Advancing Enterprise AI Governance
Some months ago, a colleague from the IMD Board Community group suggested the Program “From Insight to Action: Advancing Enterprise AI Governance”. A program offered by Stanford Law School’s ROCK Center for Corporate Governance.
I completed the program a couple of weeks ago, and I found it to be a treasure trove of information, offering many perspectives on AI Governance. Some key takeaways for companies embedding AI solutions in their operations are:
- A risk assessment of the AI adoption initiative is extremely important, and should definitely extend to the difficult subjects such as ‘impact on workforce’, both as morale and as headcount.
- Risk classification of the AI solutions, planned to be implemented, can go a long way in limiting the organization’s regulatory exposure risks.
- Standard processes need to be extended, and we’re not only talking about training, which is specifically spelled out in many regulations, but also about AI whistleblower program, AI incident response and crisis management among others.

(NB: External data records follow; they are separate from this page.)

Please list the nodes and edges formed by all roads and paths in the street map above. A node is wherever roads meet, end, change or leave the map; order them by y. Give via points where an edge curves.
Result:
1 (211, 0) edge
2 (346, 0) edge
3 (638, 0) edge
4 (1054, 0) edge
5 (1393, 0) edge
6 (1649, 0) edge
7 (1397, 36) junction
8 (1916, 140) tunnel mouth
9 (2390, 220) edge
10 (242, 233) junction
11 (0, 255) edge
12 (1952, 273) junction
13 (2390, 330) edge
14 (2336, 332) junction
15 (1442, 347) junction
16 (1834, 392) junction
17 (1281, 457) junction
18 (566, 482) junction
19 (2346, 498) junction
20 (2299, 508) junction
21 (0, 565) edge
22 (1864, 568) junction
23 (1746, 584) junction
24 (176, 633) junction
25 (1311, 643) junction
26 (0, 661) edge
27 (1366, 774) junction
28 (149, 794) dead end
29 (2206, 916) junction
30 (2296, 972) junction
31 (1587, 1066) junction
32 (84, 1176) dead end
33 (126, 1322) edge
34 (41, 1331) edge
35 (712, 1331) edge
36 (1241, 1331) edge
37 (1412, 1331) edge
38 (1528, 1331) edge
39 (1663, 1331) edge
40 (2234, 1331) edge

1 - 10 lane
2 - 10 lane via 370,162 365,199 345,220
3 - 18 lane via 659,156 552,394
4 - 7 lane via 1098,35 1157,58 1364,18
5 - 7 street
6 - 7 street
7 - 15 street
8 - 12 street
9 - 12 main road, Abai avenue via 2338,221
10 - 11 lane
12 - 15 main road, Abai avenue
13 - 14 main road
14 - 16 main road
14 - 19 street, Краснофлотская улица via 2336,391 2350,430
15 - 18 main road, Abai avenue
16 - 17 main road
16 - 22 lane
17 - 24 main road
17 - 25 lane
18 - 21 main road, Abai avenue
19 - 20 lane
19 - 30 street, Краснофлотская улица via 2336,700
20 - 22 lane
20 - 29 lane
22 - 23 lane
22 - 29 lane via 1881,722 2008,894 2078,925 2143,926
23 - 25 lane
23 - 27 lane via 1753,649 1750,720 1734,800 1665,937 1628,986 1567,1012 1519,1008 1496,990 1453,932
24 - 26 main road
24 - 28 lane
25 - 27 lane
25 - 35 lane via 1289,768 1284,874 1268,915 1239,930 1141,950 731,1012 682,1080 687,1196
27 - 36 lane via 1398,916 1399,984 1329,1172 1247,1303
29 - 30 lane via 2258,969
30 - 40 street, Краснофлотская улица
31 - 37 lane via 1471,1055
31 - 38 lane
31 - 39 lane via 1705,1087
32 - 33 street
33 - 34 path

- Engaging the right people from the beginning is critical for AI adoption programs. The “right people” notion would include experts with:
- Technical knowledge of how AI works and its limitations (including accuracy and hallucinations)
- Understanding of the regulatory landscape
- The ability to identify industry specific, value generating use cases Not choosing the right people can be a very costly decision.
- Privacy and Cybersecurity, although not the drivers, should have a very visible role in the process, as both are and will be under scrutiny from regulators.
As most business transformation experts state, organizations focusing on the impact of AI to the bottom line, i.e. cutting costs, instead of the top line, i.e. improving revenue through innovation and additional services, bear a significant risk of being rendered irrelevant, very quickly.